* [Required work] From top to bottom, each entry below must be reproduced exactly.

Stored items:
-- -- --

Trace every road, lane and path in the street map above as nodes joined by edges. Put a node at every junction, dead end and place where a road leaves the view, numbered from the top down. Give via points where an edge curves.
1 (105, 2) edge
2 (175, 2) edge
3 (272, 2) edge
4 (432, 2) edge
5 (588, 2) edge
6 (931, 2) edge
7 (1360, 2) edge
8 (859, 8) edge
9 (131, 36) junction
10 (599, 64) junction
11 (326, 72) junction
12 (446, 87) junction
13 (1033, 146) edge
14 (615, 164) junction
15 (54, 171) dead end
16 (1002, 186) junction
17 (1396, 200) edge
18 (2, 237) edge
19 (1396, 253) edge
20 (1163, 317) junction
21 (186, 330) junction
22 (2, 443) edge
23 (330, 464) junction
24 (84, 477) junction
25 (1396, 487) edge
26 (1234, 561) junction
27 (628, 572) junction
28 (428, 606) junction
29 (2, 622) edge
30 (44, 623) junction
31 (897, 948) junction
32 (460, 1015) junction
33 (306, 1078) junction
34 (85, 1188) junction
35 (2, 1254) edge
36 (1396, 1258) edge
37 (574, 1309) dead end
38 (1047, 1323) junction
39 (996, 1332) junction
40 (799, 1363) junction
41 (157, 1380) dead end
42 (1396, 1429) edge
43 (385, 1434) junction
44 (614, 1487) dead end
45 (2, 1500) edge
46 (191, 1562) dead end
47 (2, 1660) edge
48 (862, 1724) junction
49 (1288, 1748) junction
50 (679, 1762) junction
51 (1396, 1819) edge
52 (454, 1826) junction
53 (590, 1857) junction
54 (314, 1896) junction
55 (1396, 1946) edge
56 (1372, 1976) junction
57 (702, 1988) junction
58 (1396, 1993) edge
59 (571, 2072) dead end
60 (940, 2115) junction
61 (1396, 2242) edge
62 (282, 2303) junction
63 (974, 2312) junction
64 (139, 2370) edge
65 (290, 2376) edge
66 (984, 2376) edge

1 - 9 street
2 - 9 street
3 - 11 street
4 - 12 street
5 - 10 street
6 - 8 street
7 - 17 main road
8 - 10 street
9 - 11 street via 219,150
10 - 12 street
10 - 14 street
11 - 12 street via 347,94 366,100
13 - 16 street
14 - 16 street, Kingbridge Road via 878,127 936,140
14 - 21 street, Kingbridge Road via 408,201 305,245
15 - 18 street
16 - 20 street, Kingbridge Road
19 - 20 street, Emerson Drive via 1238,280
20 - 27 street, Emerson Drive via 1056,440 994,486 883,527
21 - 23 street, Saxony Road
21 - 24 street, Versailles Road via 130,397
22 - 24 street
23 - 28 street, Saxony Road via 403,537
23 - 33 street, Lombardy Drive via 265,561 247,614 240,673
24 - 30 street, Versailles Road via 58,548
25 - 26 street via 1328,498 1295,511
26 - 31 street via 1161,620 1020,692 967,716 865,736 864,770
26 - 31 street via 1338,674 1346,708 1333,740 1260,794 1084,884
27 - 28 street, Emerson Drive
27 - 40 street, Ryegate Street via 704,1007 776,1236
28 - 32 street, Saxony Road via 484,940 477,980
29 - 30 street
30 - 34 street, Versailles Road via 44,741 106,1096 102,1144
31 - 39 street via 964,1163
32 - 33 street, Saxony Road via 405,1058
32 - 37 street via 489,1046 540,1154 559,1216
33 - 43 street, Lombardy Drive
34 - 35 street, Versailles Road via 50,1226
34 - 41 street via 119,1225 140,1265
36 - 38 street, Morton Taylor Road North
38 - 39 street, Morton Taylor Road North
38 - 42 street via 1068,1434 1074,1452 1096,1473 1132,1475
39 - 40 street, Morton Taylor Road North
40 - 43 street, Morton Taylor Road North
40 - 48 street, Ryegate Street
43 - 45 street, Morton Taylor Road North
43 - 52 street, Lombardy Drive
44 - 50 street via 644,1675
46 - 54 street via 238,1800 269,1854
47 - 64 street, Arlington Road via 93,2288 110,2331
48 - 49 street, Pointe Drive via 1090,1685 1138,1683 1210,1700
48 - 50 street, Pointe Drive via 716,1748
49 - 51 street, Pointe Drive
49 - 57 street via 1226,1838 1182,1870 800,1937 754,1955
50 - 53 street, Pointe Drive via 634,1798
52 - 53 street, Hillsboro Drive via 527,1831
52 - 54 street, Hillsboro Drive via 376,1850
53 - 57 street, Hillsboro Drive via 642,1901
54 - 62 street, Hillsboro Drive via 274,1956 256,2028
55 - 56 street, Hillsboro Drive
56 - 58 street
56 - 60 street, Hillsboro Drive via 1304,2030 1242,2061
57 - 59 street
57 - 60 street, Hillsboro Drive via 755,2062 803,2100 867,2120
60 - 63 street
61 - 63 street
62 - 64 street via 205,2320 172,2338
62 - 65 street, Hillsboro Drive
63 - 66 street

-- -- --

* [Answer area]
Trace every road, lane and path in the street map above as nodes joined by edges. Put a node at every junction, dead end and place where a road leaves the view, numbered from the top down. Give via points where an edge curves.
1 (105, 2) edge
2 (175, 2) edge
3 (272, 2) edge
4 (432, 2) edge
5 (588, 2) edge
6 (931, 2) edge
7 (1360, 2) edge
8 (859, 8) edge
9 (131, 36) junction
10 (599, 64) junction
11 (326, 72) junction
12 (446, 87) junction
13 (1033, 146) edge
14 (615, 164) junction
15 (54, 171) dead end
16 (1002, 186) junction
17 (1396, 200) edge
18 (2, 237) edge
19 (1396, 253) edge
20 (1163, 317) junction
21 (186, 330) junction
22 (2, 443) edge
23 (330, 464) junction
24 (84, 477) junction
25 (1396, 487) edge
26 (1234, 561) junction
27 (628, 572) junction
28 (428, 606) junction
29 (2, 622) edge
30 (44, 623) junction
31 (897, 948) junction
32 (460, 1015) junction
33 (306, 1078) junction
34 (85, 1188) junction
35 (2, 1254) edge
36 (1396, 1258) edge
37 (574, 1309) dead end
38 (1047, 1323) junction
39 (996, 1332) junction
40 (799, 1363) junction
41 (157, 1380) dead end
42 (1396, 1429) edge
43 (385, 1434) junction
44 (614, 1487) dead end
45 (2, 1500) edge
46 (191, 1562) dead end
47 (2, 1660) edge
48 (862, 1724) junction
49 (1288, 1748) junction
50 (679, 1762) junction
51 (1396, 1819) edge
52 (454, 1826) junction
53 (590, 1857) junction
54 (314, 1896) junction
55 (1396, 1946) edge
56 (1372, 1976) junction
57 (702, 1988) junction
58 (1396, 1993) edge
59 (571, 2072) dead end
60 (940, 2115) junction
61 (1396, 2242) edge
62 (282, 2303) junction
63 (974, 2312) junction
64 (139, 2370) edge
65 (290, 2376) edge
66 (984, 2376) edge

1 - 9 street
2 - 9 street
3 - 11 street
4 - 12 street
5 - 10 street
6 - 8 street
7 - 17 main road
8 - 10 street
9 - 11 street via 219,150
10 - 12 street
10 - 14 street
11 - 12 street via 347,94 366,100
13 - 16 street
14 - 16 street, Kingbridge Road via 878,127 936,140
14 - 21 street, Kingbridge Road via 408,201 305,245
15 - 18 street
16 - 20 street, Kingbridge Road
19 - 20 street, Emerson Drive via 1238,280
20 - 27 street, Emerson Drive via 1056,440 994,486 883,527
21 - 23 street, Saxony Road
21 - 24 street, Versailles Road via 130,397
22 - 24 street
23 - 28 street, Saxony Road via 403,537
23 - 33 street, Lombardy Drive via 265,561 247,614 240,673
24 - 30 street, Versailles Road via 58,548
25 - 26 street via 1328,498 1295,511
26 - 31 street via 1161,620 1020,692 967,716 865,736 864,770
26 - 31 street via 1338,674 1346,708 1333,740 1260,794 1084,884
27 - 28 street, Emerson Drive
27 - 40 street, Ryegate Street via 704,1007 776,1236
28 - 32 street, Saxony Road via 484,940 477,980
29 - 30 street
30 - 34 street, Versailles Road via 44,741 106,1096 102,1144
31 - 39 street via 964,1163
32 - 33 street, Saxony Road via 405,1058
32 - 37 street via 489,1046 540,1154 559,1216
33 - 43 street, Lombardy Drive
34 - 35 street, Versailles Road via 50,1226
34 - 41 street via 119,1225 140,1265
36 - 38 street, Morton Taylor Road North
38 - 39 street, Morton Taylor Road North
38 - 42 street via 1068,1434 1074,1452 1096,1473 1132,1475
39 - 40 street, Morton Taylor Road North
40 - 43 street, Morton Taylor Road North
40 - 48 street, Ryegate Street
43 - 45 street, Morton Taylor Road North
43 - 52 street, Lombardy Drive
44 - 50 street via 644,1675
46 - 54 street via 238,1800 269,1854
47 - 64 street, Arlington Road via 93,2288 110,2331
48 - 49 street, Pointe Drive via 1090,1685 1138,1683 1210,1700
48 - 50 street, Pointe Drive via 716,1748
49 - 51 street, Pointe Drive
49 - 57 street via 1226,1838 1182,1870 800,1937 754,1955
50 - 53 street, Pointe Drive via 634,1798
52 - 53 street, Hillsboro Drive via 527,1831
52 - 54 street, Hillsboro Drive via 376,1850
53 - 57 street, Hillsboro Drive via 642,1901
54 - 62 street, Hillsboro Drive via 274,1956 256,2028
55 - 56 street, Hillsboro Drive
56 - 58 street
56 - 60 street, Hillsboro Drive via 1304,2030 1242,2061
57 - 59 street
57 - 60 street, Hillsboro Drive via 755,2062 803,2100 867,2120
60 - 63 street
61 - 63 street
62 - 64 street via 205,2320 172,2338
62 - 65 street, Hillsboro Drive
63 - 66 street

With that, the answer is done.